Copy every line of the records below that holds the word "dead".

--- The records ---

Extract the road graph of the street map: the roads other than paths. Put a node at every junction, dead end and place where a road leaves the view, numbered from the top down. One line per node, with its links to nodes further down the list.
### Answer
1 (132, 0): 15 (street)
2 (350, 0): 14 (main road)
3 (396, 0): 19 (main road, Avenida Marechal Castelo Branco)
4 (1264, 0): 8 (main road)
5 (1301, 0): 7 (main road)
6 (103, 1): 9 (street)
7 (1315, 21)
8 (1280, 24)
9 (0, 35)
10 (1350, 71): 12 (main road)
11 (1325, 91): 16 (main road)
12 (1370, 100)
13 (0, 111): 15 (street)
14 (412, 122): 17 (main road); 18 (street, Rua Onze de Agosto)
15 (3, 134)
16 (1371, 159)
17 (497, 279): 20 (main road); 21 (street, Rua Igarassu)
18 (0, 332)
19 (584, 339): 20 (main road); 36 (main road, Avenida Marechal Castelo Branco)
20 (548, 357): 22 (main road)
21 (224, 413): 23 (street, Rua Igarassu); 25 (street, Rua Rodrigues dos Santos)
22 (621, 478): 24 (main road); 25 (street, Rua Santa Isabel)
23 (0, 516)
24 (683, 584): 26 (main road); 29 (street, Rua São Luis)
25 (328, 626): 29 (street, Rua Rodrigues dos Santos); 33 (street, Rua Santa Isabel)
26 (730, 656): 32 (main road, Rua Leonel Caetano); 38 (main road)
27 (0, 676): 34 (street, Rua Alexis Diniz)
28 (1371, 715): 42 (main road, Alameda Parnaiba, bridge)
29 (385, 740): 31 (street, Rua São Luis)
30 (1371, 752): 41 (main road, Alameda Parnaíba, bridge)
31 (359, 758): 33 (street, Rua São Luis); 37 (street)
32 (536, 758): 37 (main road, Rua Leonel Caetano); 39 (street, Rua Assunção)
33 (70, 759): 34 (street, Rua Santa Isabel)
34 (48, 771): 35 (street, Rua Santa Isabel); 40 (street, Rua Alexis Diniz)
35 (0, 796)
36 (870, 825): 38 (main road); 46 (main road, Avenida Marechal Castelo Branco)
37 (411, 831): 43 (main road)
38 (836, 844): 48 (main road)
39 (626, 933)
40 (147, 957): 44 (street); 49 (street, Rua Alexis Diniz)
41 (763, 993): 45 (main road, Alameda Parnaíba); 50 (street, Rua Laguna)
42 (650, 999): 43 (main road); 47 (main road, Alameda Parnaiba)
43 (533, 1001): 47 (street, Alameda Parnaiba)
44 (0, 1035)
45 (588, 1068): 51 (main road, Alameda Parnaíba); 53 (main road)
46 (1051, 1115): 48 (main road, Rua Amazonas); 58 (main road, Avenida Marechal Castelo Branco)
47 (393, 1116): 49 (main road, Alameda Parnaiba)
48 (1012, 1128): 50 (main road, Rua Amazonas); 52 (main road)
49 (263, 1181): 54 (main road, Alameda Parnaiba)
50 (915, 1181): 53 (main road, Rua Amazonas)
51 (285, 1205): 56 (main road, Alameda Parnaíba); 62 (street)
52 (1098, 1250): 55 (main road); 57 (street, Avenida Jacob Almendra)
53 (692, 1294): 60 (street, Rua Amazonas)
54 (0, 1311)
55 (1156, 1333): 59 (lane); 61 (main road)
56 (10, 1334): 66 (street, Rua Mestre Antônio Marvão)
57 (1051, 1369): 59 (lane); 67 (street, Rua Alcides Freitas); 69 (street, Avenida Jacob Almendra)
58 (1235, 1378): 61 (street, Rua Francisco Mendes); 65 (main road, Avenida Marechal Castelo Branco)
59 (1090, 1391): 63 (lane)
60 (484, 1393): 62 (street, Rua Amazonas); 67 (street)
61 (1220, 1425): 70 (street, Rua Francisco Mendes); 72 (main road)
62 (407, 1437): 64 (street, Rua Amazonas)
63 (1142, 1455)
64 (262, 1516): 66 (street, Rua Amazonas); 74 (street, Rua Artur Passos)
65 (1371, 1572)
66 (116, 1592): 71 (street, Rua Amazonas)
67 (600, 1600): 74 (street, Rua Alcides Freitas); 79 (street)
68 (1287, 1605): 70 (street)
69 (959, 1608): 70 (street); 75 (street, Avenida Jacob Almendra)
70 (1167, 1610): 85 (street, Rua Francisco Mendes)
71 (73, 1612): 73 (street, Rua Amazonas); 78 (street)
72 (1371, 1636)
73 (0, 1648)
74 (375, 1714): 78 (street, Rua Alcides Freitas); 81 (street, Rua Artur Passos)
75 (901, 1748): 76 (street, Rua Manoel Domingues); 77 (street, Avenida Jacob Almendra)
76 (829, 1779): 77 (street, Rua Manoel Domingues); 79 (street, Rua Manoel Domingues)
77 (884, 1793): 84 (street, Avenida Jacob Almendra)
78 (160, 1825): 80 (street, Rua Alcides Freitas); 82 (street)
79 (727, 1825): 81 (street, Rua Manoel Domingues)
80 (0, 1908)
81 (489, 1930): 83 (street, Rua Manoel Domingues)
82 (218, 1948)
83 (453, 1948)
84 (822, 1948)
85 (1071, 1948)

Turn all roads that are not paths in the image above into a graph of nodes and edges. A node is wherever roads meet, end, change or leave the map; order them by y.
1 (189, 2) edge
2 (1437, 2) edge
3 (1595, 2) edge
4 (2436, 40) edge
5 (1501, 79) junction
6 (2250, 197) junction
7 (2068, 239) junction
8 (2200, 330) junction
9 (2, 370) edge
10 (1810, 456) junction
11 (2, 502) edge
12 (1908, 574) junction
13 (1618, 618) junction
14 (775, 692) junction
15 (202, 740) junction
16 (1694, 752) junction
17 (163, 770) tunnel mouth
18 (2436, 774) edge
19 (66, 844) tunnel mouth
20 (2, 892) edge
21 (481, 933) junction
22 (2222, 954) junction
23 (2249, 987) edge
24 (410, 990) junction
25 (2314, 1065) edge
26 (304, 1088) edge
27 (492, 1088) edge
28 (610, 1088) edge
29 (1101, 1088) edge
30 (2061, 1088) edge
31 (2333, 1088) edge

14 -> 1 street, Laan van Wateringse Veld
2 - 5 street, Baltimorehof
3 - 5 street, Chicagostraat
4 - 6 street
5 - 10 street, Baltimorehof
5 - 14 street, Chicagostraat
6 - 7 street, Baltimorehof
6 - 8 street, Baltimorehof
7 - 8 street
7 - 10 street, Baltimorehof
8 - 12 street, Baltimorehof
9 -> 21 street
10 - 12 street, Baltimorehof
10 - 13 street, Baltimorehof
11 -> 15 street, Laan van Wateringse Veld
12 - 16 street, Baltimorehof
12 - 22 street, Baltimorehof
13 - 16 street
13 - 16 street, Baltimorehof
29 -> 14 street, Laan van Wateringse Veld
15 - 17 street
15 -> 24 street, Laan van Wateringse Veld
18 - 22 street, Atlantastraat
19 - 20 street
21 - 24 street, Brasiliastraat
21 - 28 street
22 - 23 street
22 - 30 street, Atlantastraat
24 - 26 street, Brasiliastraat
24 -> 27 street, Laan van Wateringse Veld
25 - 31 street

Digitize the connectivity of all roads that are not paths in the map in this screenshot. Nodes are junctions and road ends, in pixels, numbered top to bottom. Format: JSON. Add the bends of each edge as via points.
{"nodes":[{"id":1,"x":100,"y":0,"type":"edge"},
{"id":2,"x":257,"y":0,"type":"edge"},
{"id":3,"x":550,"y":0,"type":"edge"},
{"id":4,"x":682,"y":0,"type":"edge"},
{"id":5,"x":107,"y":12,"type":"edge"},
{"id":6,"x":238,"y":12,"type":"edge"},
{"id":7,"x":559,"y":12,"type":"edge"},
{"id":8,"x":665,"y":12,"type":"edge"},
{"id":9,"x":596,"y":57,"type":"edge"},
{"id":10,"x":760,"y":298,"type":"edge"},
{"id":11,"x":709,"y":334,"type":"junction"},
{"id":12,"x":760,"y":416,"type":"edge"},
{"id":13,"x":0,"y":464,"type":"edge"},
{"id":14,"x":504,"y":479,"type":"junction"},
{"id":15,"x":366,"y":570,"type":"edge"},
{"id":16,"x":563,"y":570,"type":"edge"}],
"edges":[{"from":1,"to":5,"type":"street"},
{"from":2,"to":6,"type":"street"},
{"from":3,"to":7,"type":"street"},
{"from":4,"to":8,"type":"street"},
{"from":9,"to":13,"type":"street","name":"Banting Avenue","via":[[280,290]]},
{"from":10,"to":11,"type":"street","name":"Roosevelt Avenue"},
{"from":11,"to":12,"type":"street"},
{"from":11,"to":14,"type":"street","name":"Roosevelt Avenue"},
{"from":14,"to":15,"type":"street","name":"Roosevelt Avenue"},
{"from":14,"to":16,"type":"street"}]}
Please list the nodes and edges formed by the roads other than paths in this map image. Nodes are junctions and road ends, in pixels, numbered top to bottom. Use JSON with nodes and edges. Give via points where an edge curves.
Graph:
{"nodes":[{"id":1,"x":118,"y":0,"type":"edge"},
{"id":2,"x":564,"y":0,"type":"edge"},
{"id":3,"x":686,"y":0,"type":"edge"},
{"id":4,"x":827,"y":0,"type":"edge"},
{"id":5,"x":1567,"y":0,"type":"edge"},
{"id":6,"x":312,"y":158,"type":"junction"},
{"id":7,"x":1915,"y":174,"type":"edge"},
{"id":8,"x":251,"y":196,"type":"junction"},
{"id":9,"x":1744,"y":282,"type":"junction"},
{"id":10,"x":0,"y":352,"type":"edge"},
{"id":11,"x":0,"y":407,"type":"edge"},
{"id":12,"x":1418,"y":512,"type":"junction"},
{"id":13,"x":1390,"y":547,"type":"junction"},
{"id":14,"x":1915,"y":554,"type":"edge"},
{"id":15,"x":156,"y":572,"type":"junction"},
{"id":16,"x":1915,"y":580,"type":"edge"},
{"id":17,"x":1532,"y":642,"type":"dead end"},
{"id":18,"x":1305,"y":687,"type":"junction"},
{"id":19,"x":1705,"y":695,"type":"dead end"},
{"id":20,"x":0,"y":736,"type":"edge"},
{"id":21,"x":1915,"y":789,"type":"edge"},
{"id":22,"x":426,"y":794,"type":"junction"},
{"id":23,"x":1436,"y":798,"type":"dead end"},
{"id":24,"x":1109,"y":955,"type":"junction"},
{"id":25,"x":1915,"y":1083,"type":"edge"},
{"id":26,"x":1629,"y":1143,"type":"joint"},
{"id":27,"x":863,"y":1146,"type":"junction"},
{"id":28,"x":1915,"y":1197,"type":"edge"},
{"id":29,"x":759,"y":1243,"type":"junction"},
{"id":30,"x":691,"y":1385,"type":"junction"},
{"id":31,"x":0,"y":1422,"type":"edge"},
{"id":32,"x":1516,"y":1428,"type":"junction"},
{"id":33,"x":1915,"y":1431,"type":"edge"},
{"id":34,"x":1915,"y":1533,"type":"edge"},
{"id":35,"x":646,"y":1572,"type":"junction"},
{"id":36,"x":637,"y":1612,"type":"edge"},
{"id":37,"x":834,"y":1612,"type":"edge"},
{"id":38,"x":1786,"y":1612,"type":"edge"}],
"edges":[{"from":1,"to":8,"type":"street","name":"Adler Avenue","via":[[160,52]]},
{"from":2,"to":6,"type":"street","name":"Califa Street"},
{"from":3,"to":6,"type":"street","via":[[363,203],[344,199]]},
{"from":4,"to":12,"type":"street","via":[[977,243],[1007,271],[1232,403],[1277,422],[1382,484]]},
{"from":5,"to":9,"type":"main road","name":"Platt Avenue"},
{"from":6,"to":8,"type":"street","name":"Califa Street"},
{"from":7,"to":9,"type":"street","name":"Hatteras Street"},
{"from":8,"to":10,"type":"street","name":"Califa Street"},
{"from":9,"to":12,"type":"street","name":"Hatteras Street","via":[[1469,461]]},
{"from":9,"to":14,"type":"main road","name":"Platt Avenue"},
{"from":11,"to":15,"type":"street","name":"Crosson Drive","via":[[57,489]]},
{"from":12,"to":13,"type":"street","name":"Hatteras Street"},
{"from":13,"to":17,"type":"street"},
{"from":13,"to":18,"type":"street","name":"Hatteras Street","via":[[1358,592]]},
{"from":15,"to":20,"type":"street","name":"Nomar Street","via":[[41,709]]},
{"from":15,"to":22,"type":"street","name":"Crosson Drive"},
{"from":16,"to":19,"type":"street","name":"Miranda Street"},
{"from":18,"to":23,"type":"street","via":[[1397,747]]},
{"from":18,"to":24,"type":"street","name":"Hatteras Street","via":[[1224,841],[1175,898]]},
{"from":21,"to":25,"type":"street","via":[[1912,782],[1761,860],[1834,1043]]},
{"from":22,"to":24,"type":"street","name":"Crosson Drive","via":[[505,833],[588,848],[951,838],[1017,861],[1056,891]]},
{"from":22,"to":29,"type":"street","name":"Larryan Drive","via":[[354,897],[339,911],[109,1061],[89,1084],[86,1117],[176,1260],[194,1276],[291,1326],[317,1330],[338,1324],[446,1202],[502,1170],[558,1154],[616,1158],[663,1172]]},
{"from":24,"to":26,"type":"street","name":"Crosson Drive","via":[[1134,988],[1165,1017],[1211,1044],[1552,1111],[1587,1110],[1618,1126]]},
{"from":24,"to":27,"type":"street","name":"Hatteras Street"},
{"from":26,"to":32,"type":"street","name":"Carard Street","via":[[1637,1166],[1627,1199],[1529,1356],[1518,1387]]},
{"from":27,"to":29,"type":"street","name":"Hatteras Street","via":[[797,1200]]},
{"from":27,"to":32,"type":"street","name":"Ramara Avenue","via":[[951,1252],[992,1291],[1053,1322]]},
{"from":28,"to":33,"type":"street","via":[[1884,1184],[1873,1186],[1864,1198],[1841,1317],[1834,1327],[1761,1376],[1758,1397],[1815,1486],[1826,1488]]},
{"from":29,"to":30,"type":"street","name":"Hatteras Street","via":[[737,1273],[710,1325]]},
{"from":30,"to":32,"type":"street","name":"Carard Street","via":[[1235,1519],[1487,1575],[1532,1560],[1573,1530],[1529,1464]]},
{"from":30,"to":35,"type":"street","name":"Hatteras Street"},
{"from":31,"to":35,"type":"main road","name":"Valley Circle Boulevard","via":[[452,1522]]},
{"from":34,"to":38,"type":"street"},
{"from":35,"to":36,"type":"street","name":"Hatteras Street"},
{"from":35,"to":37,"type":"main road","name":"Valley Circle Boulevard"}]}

---

Output for this task:
Extract the road graph of the street map: the roads other than paths. Put a node at every junction, dead end and place where a road leaves the view, numbered from the top down. One line per node, with its links to nodes further down the list.
{"id":17,"x":1532,"y":642,"type":"dead end"},
{"id":19,"x":1705,"y":695,"type":"dead end"},
{"id":23,"x":1436,"y":798,"type":"dead end"},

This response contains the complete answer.